My favourite discount beauty chola is back!

I was sitting on my couch eating jello today (pfft...what else is new) and I thought to myself "Hey, I haven't taken a look at my favourite YouTube channel in a while". So I skipped on over to Beauty Bargain Hunter (aka Daniela the Beauty Chola). Suddenly God parted the clouds, my radio began playing the theme from Welcome Back Kotter, and I was gifted with a new video on using spoiled and/or expired make-up to my advantage. Ladies and gentlemen, I give you The JLo's Jenny From the Block-ish Dollar Store Look.

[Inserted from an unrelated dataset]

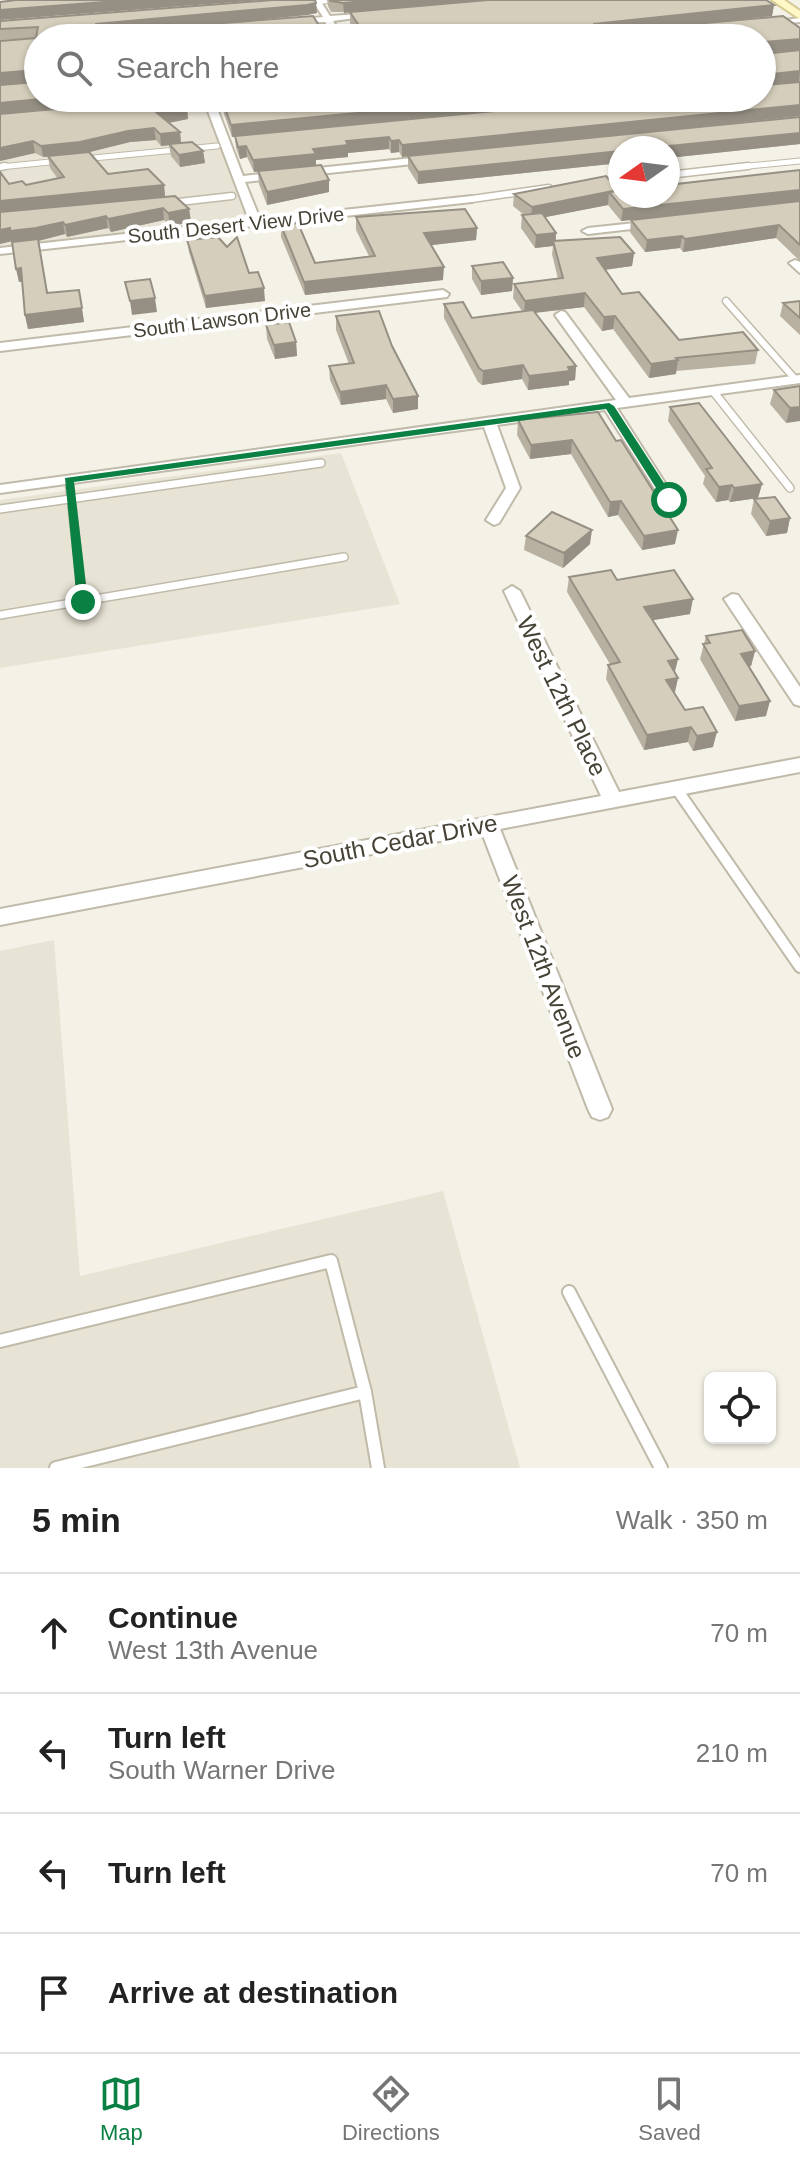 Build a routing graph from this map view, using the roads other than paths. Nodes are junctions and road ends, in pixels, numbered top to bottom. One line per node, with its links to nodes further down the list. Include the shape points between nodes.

In case you don't have the time to watch the video (umm...what do you have to do that is better than learning how to apply a whore's worth of makeup?) I will paraphrase it for you. Daniela has once again plugged in her IKEA desk-lamp to illuminate her Grace Kelly-face to show us how to re-create Jennifer Lopez's timeless look from the "Jenny from the Block" music video. I know! Everyday I wonder how to look like a Latina McDonalds employee too! Fantastic. Such a storyteller. Such...cholita eyebrows. Here are some of my favourite parts:

1. Daniela is Spanish (or Me-hee-can? Or Puerto Rican? I dunno, but she definitely knows her way around a Taco Bell) and yet she's whiter than the child I would produce if I had sex with Casper the Friendly Ghost. Go easy on the pressed powder girl; you look like sidewalk chalk with eyes and a weave.

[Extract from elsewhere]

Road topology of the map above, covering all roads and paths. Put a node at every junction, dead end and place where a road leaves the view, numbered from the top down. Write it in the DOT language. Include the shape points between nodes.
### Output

2. "It's been like, 5 years". I love that she acknowledges that she is replicating a look that is 1/2 a decade old. She just saved me from thinking of a fresh joke!

3. At 3:45, she pulls out a jar of makeup that looks like the expiry date on the underside begins with the number 19 and ends in the number 93. Look, I'm not fronting like I own all-new makeup and shit; I have a tube of MAC lip-gloss that my best friend bought for our prom in 2002. I use it even though it smells like peanuts. But I know enough to throw something out once it hits the "not even a meth-addicted, A&E Intervention subject would use this" mark.

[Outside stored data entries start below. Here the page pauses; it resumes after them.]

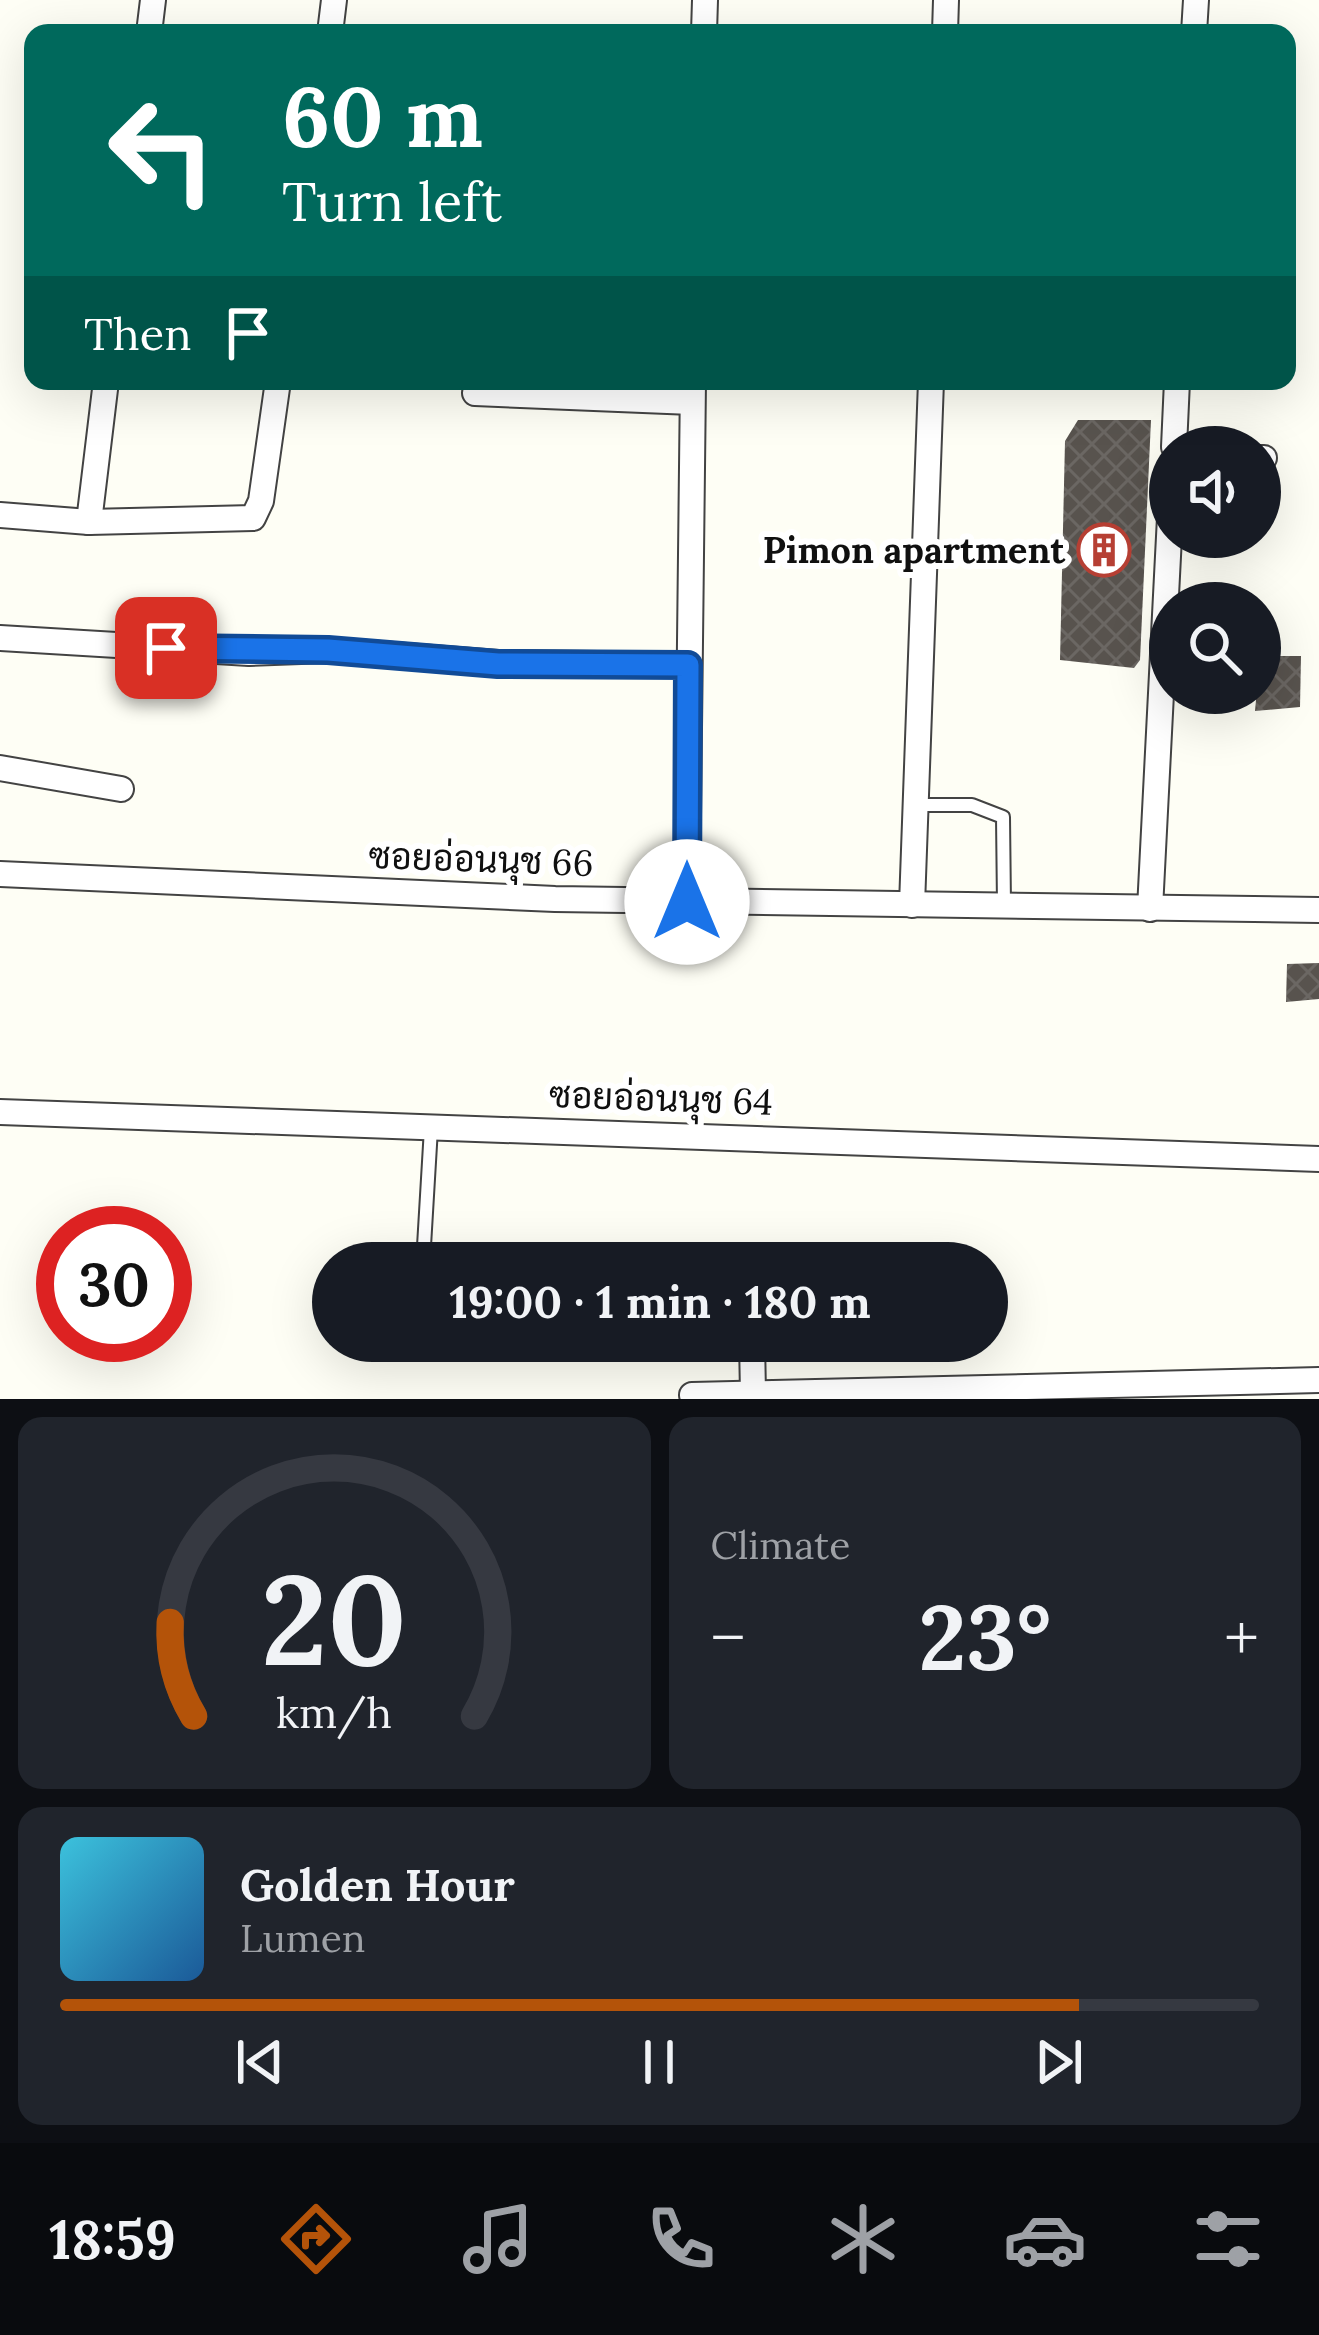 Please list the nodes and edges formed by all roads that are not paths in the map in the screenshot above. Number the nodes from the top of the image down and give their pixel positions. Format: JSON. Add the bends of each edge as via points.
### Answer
{"nodes":[{"id":1,"x":105,"y":390,"type":"edge"},
{"id":2,"x":277,"y":390,"type":"edge"},
{"id":3,"x":932,"y":390,"type":"edge"},
{"id":4,"x":1177,"y":390,"type":"edge"},
{"id":5,"x":692,"y":391,"type":"edge"},
{"id":6,"x":475,"y":393,"type":"dead end"},
{"id":7,"x":1175,"y":426,"type":"edge"},
{"id":8,"x":0,"y":515,"type":"edge"},
{"id":9,"x":88,"y":522,"type":"junction"},
{"id":10,"x":1168,"y":558,"type":"edge"},
{"id":11,"x":0,"y":638,"type":"edge"},
{"id":12,"x":688,"y":665,"type":"junction"},
{"id":13,"x":0,"y":768,"type":"edge"},
{"id":14,"x":121,"y":789,"type":"dead end"},
{"id":15,"x":916,"y":805,"type":"junction"},
{"id":16,"x":0,"y":874,"type":"edge"},
{"id":17,"x":687,"y":902,"type":"junction"},
{"id":18,"x":912,"y":905,"type":"junction"},
{"id":19,"x":1004,"y":907,"type":"junction"},
{"id":20,"x":1150,"y":909,"type":"junction"},
{"id":21,"x":1319,"y":910,"type":"edge"},
{"id":22,"x":0,"y":1112,"type":"edge"},
{"id":23,"x":431,"y":1127,"type":"junction"},
{"id":24,"x":1319,"y":1159,"type":"edge"},
{"id":25,"x":424,"y":1242,"type":"edge"},
{"id":26,"x":752,"y":1362,"type":"edge"},
{"id":27,"x":1319,"y":1380,"type":"edge"},
{"id":28,"x":753,"y":1394,"type":"junction"},
{"id":29,"x":692,"y":1395,"type":"dead end"}],
"edges":[{"from":1,"to":9,"type":"street"},
{"from":2,"to":9,"type":"street","via":[[253,518]]},
{"from":3,"to":15,"type":"street"},
{"from":4,"to":7,"type":"street"},
{"from":5,"to":6,"type":"street"},
{"from":5,"to":12,"type":"street"},
{"from":8,"to":9,"type":"street"},
{"from":10,"to":20,"type":"street"},
{"from":11,"to":12,"type":"street","via":[[498,664]]},
{"from":12,"to":17,"type":"street"},
{"from":13,"to":14,"type":"street"},
{"from":15,"to":18,"type":"street"},
{"from":15,"to":19,"type":"lane","via":[[972,805],[1003,817]]},
{"from":16,"to":17,"type":"street","name":"ซอยอ่อนนุช 66"},
{"from":17,"to":18,"type":"street","name":"ซอยอ่อนนุช 66"},
{"from":18,"to":19,"type":"street","name":"ซอยอ่อนนุช 66"},
{"from":19,"to":20,"type":"street","name":"ซอยอ่อนนุช 66"},
{"from":20,"to":21,"type":"street","name":"ซอยอ่อนนุช 66"},
{"from":22,"to":23,"type":"street","name":"ซอยอ่อนนุช 64"},
{"from":23,"to":24,"type":"street","name":"ซอยอ่อนนุช 64"},
{"from":23,"to":25,"type":"lane"},
{"from":26,"to":28,"type":"street"},
{"from":27,"to":28,"type":"street"},
{"from":28,"to":29,"type":"street"}]}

4. Daniela, it has been my experience that if eyeshadow is 4 for $1, then there is a very good chance you will find lead in the ingredients list.

5. At 6:45 Daniela shows us her very rare, very exotic import eyeshadow from Rite Aid. Oooh, it's from Canada! People, I can promise you that I have lived here all my life and I have never seen that kind of makeup. Maybe it's because I don't buy my cosmetics at garage sales, but that's probably just a technicality.

6. At 13:00 Daniela commits a makeup sin that I am not innocent of: concealer on the lips. Well, I used to use foundation, but that is neither here nor there (and then I used to put clear lipgloss over it. Ew).

7. And finally, at the end, we have a very eloquent Daniela explaining what Spring allergies do (answer: "they make green which makes the eyes red").

1 comment:

casu marzu said...

If homegirl had given us an address I would have been happy to send her all my stinky, expired makeup.